How to cite this URL:
El-Sayed SH, El-Sobky HM, Badawy NM, El-Shafy EA. Phacoemulsification versus manual small incision cataract surgery for treatment of cataract. Menoufia Med J [serial online] 2015 [cited 2018 Jun 21];28:191-6. Available from: http://www.mmj.eg.net/text.asp?2015/28/1/191/155987


  Introduction Top


Cataract is the main cause of avoidable blindness worldwide, with the developing world accounting for more than 60% of patients. Despite the 10-12 million cataract operations performed globally, cataract blindness is still thought to be increasing by 1-2 millions/year [1].

Developed health systems such as those in Western Europe, North America, and Australia have greatly reduced the prevalence of cataract by establishing an adequate cataract surgical rate (CSR), which refers to the number of cataract operations performed per million populations per year. To eliminate cataract blindness, the CSR needs to equal the incidence (number of new cases) of cataract blindness, which is estimated at ~2000-3000 cases per million populations per year. If the CSR is less than 2000, the surgery rate will not keep up with the incidence; some people who become blind because of cataract will remain untreated and will remain blind until they die, and the backlog will continue to increase. This is the situation in much of the developing world [2].

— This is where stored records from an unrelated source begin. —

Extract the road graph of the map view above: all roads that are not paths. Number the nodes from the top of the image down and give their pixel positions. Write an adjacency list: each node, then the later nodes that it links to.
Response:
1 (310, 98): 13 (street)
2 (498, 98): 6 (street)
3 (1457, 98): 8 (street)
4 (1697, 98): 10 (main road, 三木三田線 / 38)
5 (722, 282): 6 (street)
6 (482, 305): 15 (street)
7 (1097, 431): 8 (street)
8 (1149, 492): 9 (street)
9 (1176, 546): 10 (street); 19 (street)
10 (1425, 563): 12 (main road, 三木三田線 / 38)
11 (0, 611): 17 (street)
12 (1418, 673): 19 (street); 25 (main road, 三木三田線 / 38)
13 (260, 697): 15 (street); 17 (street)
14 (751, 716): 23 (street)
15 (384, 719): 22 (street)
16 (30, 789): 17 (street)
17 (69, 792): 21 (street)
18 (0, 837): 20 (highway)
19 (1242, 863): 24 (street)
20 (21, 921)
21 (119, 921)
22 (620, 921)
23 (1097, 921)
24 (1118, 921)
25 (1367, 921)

To deliver an effective cataract service, wherever it is based, it must be affordable. In more affluent areas of the world, phacoemulsification has become the primary method of performing cataract surgery. There are, however, many areas where phacoemulsification is not appropriate. This possibly involves the majority of cataract blindness in the world today because of density of cataracts involved besides the cost and maintenance demands of the equipment. To effectively address this increasing backlog, significant efforts are being undertaken to increase the output of cataract surgical services in many developing countries and to make cataract surgery affordable to all people irrespective of their economic status [3].

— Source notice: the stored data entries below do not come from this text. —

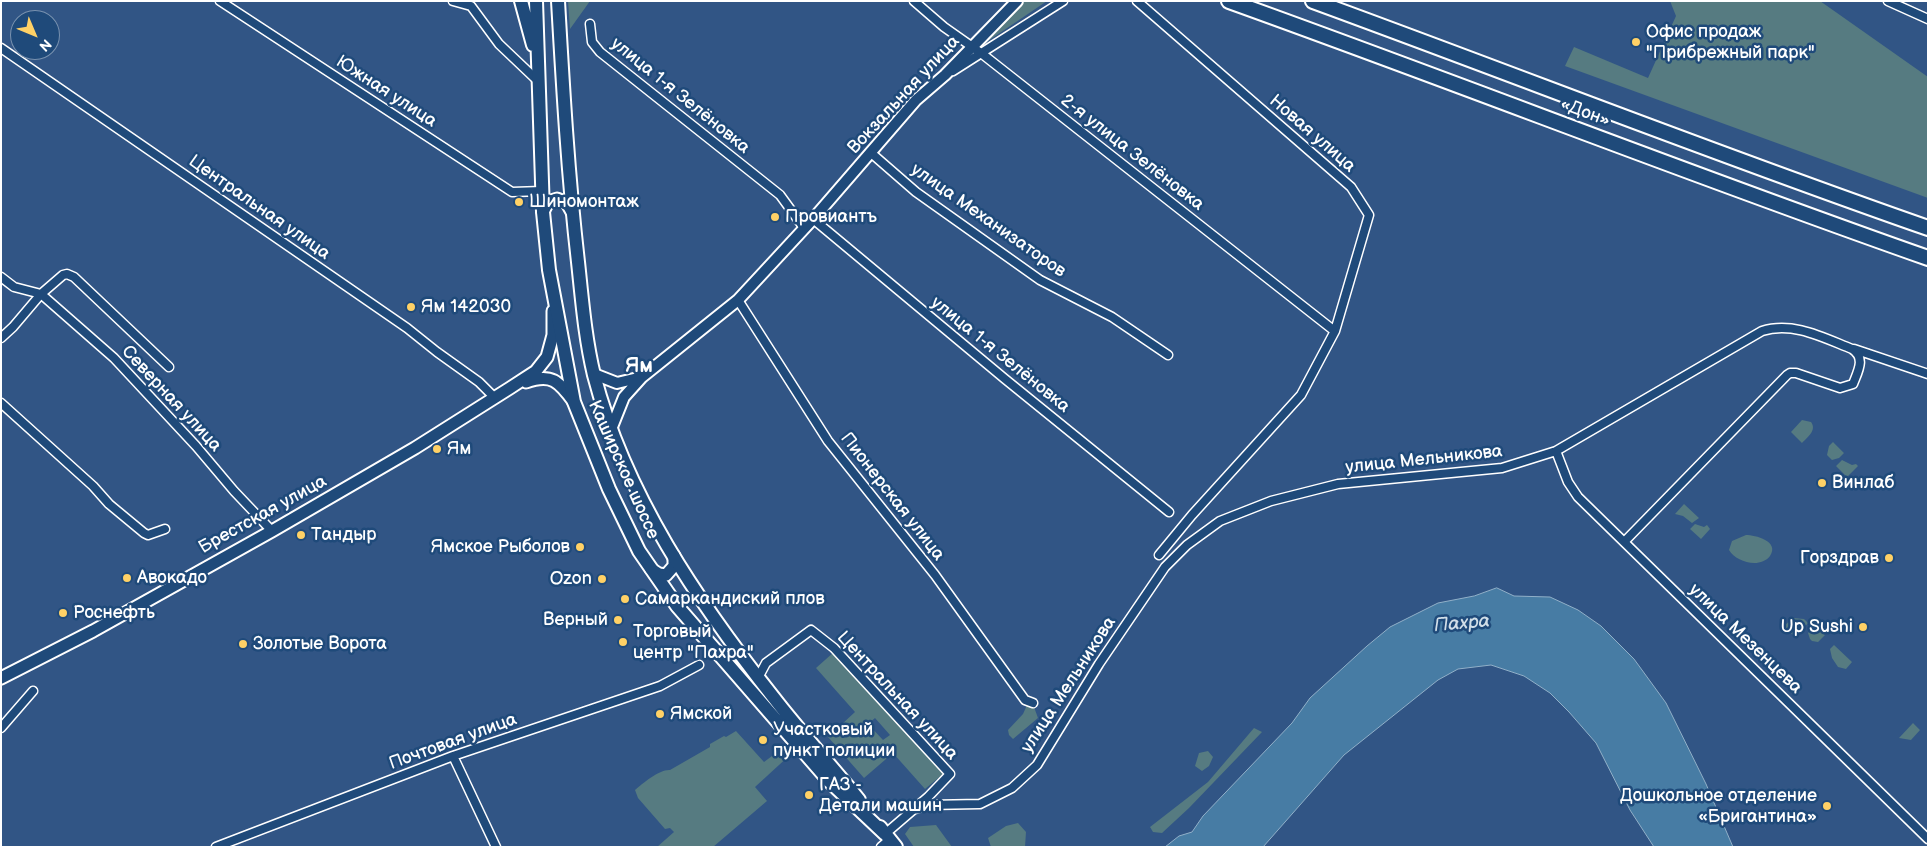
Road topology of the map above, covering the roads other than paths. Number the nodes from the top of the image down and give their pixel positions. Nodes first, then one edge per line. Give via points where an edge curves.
1 (220, 1) edge
2 (453, 1) edge
3 (521, 1) edge
4 (536, 1) edge
5 (558, 1) edge
6 (914, 1) edge
7 (1017, 1) edge
8 (1063, 1) edge
9 (1137, 1) edge
10 (1229, 1) edge
11 (1313, 1) edge
12 (1888, 1) edge
13 (1928, 19) edge
14 (590, 24) dead end
15 (972, 47) junction
16 (1, 48) edge
17 (981, 54) junction
18 (539, 69) junction
19 (945, 76) junction
20 (539, 82) junction
21 (870, 152) junction
22 (542, 191) junction
23 (543, 212) junction
24 (572, 212) junction
25 (813, 219) junction
26 (804, 228) junction
27 (1928, 228) edge
28 (1928, 258) edge
29 (1, 277) edge
30 (42, 293) junction
31 (554, 297) junction
32 (738, 300) junction
33 (1333, 330) junction
34 (1, 338) edge
35 (1852, 348) junction
36 (1168, 355) dead end
37 (169, 367) dead end
38 (594, 374) junction
39 (1928, 374) edge
40 (642, 377) junction
41 (510, 388) junction
42 (495, 398) junction
43 (574, 402) junction
44 (1, 403) edge
45 (612, 427) junction
46 (1556, 451) junction
47 (1170, 512) dead end
48 (166, 529) dead end
49 (272, 530) junction
50 (1624, 542) junction
51 (1159, 555) dead end
52 (674, 556) junction
53 (650, 568) junction
54 (699, 665) dead end
55 (1, 678) edge
56 (758, 678) junction
57 (33, 692) dead end
58 (1033, 703) dead end
59 (1, 728) edge
60 (453, 756) junction
61 (912, 810) junction
62 (1928, 839) edge
63 (888, 842) edge
64 (216, 847) edge
65 (496, 847) edge

1 - 22 street, Южная улица via 512,192
2 - 20 street via 471,6 498,44
3 - 18 main road
4 - 18 main road, Каширское шоссе
5 - 24 main road, Каширское шоссе
6 - 15 street, 2-я улица Зелёновка
7 - 15 street, Вокзальная улица
8 - 17 street
9 - 33 street, Новая улица via 1351,187 1369,215
10 - 28 highway, «Дон» via 1702,178
11 - 27 highway, «Дон» via 1703,148
12 - 13 street
14 - 26 street, улица 1-я Зелёновка via 592,42 600,52 780,195
15 - 17 street, 2-я улица Зелёновка
15 - 19 street, Вокзальная улица
16 - 42 street, Центральная улица via 407,328 479,382
17 - 19 street
17 - 33 street, 2-я улица Зелёновка
18 - 20 main road, Каширское шоссе
19 - 21 street, Вокзальная улица via 916,100
20 - 22 main road, Каширское шоссе
21 - 25 street, Вокзальная улица
21 - 36 street, улица Механизаторов via 916,192 1040,280 1112,317
22 - 23 main road, Каширское шоссе
23 - 24 main road via 548,202 557,199 567,203
23 - 31 main road, Каширское шоссе
24 - 38 main road, Каширское шоссе
25 - 26 street, Вокзальная улица
25 - 47 street, улица 1-я Зелёновка
26 - 32 street, Вокзальная улица
29 - 30 street via 14,287
30 - 34 street
30 - 37 street via 63,275 74,277
30 - 49 street, Северная улица via 114,358
31 - 41 main road, Брестская улица via 553,335 546,357 536,371
31 - 43 main road, Каширское шоссе
32 - 40 street, Вокзальная улица
32 - 58 street, Пионерская улица via 828,441 935,575 1025,700
33 - 51 street, Новая улица via 1301,395
35 - 39 street, улица Мельникова
35 - 46 street, улица Мельникова via 1792,328 1762,331
35 - 50 street via 1860,359 1853,384 1840,388 1790,373
38 - 40 street, Вокзальная улица via 616,383
38 - 45 main road, Каширское шоссе
40 - 45 street, Вокзальная улица via 624,397
41 - 42 main road, Брестская улица
41 - 43 main road, Брестская улица via 536,378 549,378 558,382
42 - 49 main road, Брестская улица
43 - 53 main road, Каширское шоссе via 609,489
44 - 48 street via 144,533 148,535
45 - 52 main road, Каширское шоссе via 631,476
46 - 50 street, улица Мезенцева via 1572,489
46 - 61 street, улица Мельникова via 1502,468 1338,484 1272,501 1220,521 1187,545 1165,567 1031,771 1012,788 980,804 928,805
49 - 55 main road, Брестская улица via 93,631
50 - 62 street, улица Мезенцева
52 - 53 main road via 674,566 666,574
52 - 56 main road, Каширское шоссе via 688,581
53 - 63 main road, Каширское шоссе via 677,606 761,704
54 - 60 street, Почтовая улица via 660,686
56 - 61 street, Центральная улица via 766,663 811,630 834,648 950,774
56 - 63 main road, Каширское шоссе
57 - 59 street
60 - 64 street, Почтовая улица
60 - 65 street
61 - 63 street, Центральная улица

The main objective in modern cataract surgery is to achieve a better unaided visual acuity with rapid postsurgical recovery and minimal surgery-related complications [4].

Early visual rehabilitation and better unaided vision can be achieved mainly by reducing the incision size [5].

The evolution of cataract surgical techniques over the past several decades has been associated with a progressive decrease in the size of the cataract incision. Wound size has progressively decreased from 12.0 mm in intracapsular cataract surgery to about 10.5 mm in early extracapsular surgery and to 5.5-7.0 mm with the advent of phacoemulsification. The widespread use of foldable intraocular lens (IOL) has allowed the cataract wound to decrease to 3.0 mm or smaller [6].

In the intraoperative management, reduced wound size has several advantages. The smaller the incision, the more stable the anterior chamber with improved control during capsulorhexis and hydrodissection [7].

During the postoperative period, smaller wounds heal more rapidly with less risk for leakage and a theoretically reduced risk for endophthalmitis [8].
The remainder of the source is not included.